The total number of in-the-money options exercisable as of August 31, 2009 was 4.2 million with a weighted average exercise price of $25.91. As of August 31, 2008, 4.6 million in-the-money outstanding options were exercisable with a weighted average exercise price of $25.12. The aggregate intrinsic value of in-the-money stock options exercisable at August 31, 2009 and 2008 was $122.0 million and $172.5 million, respectively. The aggregate intrinsic value represents the difference between the Company’s closing stock price of $55.04 as of August 31, 2009 and the exercise price multiplied by the number of options exercisable as of that date.

Performance-based Stock Options

Performance-based stock options require management to make assumptions regarding the likelihood of achieving Company performance targets. The number of performance-based options that vest will be predicated on the Company achieving performance levels for both organic ASV and diluted earnings per share during the two fiscal years subsequent to the date of grant. Dependent on the financial performance levels attained by FactSet during the two subsequent fiscal years, 0%, 20%, 60% or 100% of the performance-based stock options will vest to the grantees of those stock options. There is no current guarantee however that such options will vest in whole or in part.

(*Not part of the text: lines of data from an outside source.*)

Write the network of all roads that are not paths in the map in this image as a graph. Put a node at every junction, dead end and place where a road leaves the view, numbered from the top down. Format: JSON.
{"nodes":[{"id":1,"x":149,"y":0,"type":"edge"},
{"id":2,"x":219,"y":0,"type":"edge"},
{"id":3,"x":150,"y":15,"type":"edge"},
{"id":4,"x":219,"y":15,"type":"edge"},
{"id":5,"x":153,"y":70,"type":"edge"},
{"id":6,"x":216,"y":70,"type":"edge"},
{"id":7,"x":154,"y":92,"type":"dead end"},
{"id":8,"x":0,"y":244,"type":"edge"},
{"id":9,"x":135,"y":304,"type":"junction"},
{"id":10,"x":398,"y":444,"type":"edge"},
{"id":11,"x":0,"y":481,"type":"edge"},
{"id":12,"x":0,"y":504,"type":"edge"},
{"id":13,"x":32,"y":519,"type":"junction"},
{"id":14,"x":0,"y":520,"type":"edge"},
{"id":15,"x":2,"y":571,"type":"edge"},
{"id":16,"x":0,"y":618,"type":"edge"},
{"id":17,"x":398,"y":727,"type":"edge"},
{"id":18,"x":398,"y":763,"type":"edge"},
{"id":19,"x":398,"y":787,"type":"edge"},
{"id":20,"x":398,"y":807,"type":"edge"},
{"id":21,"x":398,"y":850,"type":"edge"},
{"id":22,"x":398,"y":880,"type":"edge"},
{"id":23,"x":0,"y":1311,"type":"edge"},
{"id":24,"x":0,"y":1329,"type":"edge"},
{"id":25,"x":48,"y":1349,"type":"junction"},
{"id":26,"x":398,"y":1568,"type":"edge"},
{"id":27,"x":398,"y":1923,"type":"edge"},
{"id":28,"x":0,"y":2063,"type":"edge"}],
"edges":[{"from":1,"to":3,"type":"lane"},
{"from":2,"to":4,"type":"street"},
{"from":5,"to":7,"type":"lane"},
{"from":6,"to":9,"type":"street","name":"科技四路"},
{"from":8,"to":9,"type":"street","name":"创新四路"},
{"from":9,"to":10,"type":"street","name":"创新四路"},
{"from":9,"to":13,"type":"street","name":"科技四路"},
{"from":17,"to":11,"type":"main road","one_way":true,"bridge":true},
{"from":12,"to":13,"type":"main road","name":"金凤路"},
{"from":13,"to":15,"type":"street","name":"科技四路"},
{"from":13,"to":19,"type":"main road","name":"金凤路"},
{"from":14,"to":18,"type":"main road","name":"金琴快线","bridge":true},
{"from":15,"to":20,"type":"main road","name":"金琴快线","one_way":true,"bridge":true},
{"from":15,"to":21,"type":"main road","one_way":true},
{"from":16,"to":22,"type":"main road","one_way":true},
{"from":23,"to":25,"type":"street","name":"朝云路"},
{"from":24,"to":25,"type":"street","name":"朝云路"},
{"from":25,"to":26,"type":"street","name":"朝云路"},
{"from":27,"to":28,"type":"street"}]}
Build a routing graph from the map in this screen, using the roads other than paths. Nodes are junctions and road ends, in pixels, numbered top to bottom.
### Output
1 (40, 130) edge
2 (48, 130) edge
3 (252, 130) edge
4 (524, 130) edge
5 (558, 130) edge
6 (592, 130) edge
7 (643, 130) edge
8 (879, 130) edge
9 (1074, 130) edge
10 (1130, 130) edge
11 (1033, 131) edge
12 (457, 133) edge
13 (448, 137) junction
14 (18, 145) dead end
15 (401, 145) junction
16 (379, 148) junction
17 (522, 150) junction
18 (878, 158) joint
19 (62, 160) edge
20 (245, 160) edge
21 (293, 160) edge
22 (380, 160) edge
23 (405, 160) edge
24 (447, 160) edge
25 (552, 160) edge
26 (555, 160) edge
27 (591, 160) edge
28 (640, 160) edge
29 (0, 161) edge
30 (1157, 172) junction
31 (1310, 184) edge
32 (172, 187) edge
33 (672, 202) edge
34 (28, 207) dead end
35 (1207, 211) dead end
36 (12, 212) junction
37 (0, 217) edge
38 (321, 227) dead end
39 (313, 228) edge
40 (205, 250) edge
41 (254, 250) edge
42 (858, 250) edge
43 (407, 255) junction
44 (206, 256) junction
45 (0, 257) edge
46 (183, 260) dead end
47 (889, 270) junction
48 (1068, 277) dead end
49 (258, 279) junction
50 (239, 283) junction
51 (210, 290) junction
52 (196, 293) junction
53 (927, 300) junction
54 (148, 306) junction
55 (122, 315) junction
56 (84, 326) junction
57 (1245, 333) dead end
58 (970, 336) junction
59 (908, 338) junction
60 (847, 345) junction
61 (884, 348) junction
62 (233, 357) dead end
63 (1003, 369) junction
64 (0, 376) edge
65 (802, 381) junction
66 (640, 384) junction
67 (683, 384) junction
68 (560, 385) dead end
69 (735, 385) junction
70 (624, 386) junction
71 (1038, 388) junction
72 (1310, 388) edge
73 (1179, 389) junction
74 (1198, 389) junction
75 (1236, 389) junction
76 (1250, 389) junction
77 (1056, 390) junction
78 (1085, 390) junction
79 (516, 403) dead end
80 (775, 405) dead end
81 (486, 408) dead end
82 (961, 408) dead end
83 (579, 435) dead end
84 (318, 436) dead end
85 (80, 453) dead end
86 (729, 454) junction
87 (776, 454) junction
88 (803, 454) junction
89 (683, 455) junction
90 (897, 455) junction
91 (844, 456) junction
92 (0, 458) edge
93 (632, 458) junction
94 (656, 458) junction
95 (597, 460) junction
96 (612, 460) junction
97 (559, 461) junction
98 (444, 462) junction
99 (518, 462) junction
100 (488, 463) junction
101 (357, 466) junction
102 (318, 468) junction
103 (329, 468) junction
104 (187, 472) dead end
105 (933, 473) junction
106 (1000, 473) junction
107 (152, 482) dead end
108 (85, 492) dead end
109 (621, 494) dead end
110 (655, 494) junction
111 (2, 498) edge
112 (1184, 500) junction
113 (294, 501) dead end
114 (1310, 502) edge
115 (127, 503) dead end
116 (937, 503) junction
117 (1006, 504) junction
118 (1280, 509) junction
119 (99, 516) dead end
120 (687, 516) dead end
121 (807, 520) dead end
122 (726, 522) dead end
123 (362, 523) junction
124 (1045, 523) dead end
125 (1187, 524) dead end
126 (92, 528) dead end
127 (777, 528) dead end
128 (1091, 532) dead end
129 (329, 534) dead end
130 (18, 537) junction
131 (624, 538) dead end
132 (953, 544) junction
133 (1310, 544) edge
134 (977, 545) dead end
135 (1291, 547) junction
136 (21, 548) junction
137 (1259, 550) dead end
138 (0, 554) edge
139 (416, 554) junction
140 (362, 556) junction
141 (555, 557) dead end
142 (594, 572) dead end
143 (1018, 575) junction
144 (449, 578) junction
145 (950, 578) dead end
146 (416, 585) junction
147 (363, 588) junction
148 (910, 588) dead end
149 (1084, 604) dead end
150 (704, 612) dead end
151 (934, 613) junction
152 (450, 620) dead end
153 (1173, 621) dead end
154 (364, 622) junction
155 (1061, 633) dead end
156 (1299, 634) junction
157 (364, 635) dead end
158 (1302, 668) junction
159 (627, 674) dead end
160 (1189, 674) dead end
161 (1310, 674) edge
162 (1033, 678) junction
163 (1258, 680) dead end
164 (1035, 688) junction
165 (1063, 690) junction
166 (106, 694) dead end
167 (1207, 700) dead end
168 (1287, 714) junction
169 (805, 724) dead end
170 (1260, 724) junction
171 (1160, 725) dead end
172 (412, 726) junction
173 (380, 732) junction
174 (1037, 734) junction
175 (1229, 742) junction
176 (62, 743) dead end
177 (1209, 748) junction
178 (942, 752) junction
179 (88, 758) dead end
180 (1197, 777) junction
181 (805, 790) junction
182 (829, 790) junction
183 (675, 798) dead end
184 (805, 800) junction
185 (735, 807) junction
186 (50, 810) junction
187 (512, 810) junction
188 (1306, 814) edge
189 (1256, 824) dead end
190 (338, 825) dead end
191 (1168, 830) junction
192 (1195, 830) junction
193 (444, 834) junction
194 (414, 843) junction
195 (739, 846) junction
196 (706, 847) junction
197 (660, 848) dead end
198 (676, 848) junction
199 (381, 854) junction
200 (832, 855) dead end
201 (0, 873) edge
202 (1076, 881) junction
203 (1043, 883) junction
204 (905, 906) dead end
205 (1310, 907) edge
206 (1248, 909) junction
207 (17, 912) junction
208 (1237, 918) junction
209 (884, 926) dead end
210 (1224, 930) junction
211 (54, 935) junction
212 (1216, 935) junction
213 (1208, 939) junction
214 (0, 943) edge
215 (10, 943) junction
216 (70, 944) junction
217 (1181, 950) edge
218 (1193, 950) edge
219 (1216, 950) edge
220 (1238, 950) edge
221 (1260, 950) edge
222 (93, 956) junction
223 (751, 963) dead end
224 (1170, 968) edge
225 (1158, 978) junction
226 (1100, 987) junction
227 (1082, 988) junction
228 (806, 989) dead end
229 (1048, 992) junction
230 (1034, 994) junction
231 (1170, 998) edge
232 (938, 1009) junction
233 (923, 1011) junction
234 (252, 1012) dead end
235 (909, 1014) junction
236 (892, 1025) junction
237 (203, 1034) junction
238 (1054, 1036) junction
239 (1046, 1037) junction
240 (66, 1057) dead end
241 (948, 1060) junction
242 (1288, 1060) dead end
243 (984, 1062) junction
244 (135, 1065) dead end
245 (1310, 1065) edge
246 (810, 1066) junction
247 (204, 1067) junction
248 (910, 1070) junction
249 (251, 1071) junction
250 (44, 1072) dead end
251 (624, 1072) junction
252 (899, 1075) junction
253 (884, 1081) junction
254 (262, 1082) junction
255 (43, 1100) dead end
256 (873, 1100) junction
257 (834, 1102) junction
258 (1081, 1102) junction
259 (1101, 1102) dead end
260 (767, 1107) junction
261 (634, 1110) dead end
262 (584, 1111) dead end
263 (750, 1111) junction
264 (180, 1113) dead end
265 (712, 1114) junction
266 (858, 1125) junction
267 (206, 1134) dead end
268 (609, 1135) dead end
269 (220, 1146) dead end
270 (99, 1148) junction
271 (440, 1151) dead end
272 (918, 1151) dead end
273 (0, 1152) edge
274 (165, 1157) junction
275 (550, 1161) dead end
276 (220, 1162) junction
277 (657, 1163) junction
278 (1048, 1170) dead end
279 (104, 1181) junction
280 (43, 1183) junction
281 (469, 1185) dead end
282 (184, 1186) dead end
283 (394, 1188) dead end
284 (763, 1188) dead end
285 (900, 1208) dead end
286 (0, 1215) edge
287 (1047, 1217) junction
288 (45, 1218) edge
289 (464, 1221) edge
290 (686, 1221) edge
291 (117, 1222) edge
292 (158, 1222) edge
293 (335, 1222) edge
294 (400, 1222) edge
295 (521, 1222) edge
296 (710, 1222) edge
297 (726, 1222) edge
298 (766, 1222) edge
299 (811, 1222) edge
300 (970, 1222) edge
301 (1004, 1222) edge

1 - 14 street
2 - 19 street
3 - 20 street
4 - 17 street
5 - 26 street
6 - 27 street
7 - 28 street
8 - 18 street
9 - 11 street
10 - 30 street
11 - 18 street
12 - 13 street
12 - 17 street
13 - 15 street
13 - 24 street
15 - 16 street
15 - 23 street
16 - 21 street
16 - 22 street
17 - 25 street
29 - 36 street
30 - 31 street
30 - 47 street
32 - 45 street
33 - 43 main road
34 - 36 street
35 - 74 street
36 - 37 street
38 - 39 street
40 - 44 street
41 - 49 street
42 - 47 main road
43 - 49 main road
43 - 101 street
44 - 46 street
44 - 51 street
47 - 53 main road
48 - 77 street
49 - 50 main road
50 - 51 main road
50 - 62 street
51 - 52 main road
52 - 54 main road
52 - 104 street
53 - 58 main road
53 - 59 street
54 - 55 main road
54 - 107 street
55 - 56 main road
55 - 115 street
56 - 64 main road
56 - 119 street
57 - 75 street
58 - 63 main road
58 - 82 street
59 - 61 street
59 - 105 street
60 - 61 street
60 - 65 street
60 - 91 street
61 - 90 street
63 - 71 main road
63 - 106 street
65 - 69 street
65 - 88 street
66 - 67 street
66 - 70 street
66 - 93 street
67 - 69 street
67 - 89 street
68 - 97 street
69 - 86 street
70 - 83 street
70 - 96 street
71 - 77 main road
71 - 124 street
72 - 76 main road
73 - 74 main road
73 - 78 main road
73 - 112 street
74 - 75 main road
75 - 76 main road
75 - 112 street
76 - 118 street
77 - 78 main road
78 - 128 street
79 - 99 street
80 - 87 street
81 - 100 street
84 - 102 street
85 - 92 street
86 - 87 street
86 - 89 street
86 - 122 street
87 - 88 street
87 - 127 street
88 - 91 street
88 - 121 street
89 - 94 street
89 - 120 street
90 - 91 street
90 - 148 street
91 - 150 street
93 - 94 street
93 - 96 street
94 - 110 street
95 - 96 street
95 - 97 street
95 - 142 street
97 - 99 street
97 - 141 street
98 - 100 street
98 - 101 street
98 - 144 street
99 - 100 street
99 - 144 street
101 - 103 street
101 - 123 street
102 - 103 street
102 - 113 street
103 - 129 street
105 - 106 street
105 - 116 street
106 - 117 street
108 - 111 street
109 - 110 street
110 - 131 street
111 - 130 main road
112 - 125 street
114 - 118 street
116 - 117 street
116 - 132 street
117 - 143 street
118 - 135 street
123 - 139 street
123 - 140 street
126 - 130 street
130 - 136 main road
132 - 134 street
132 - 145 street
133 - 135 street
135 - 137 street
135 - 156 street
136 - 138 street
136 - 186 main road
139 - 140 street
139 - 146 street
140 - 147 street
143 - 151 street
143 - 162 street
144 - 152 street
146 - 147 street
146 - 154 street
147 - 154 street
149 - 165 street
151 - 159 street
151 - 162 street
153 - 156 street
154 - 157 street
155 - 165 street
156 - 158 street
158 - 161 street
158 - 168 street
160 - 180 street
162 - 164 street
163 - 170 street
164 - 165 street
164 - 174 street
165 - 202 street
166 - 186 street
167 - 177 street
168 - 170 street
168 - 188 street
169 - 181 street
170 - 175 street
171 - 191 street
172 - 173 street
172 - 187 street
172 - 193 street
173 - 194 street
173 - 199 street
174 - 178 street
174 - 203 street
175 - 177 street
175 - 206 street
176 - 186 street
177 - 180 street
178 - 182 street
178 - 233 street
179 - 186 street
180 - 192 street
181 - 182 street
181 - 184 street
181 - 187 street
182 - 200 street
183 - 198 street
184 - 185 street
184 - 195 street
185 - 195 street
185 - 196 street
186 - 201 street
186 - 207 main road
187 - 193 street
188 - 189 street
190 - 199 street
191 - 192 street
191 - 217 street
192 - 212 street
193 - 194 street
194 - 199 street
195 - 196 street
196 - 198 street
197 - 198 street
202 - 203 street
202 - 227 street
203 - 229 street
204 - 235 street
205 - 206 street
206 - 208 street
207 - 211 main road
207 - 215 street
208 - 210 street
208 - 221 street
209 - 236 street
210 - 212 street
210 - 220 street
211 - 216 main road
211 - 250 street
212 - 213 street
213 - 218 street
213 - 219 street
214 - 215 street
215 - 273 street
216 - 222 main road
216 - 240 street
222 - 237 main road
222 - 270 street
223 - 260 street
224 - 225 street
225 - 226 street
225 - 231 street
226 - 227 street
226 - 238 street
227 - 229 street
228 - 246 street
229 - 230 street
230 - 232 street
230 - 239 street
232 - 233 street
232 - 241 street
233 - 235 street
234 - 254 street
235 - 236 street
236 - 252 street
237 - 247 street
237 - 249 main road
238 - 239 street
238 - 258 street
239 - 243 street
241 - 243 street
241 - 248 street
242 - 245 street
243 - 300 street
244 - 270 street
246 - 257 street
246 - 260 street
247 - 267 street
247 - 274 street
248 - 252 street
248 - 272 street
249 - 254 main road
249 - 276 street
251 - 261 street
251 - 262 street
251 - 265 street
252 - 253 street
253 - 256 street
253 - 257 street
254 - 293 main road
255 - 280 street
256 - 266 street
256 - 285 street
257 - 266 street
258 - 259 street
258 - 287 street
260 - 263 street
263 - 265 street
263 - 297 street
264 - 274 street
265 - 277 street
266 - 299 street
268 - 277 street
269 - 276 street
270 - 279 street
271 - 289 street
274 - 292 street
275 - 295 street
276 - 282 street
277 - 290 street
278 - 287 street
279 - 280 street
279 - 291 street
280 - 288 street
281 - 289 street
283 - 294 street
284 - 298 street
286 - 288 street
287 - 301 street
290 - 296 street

August 2006 Performance-based Option Grant Review

In August 2006, the Company granted 924,989 performance-based employee stock options. FactSet achieved organic ASV and diluted earnings per share growth of at least 20% on a compounded annual basis for the two years ended August 31, 2008 and as such, 60% of the initial 924,989 performance-based employee stock options granted will vest and the remainder were recorded as forfeitures.

August 2007 Performance-based Option Grant Review

In August 2007, the Company granted 896,194 performance-based employee stock options. None of these performance-based stock options granted will vest because FactSet did not achieve certain performance levels for both organic ASV and diluted earnings per share during the two fiscal years ended August 31, 2009. These performance-based options were recorded as forfeitures in August 2009.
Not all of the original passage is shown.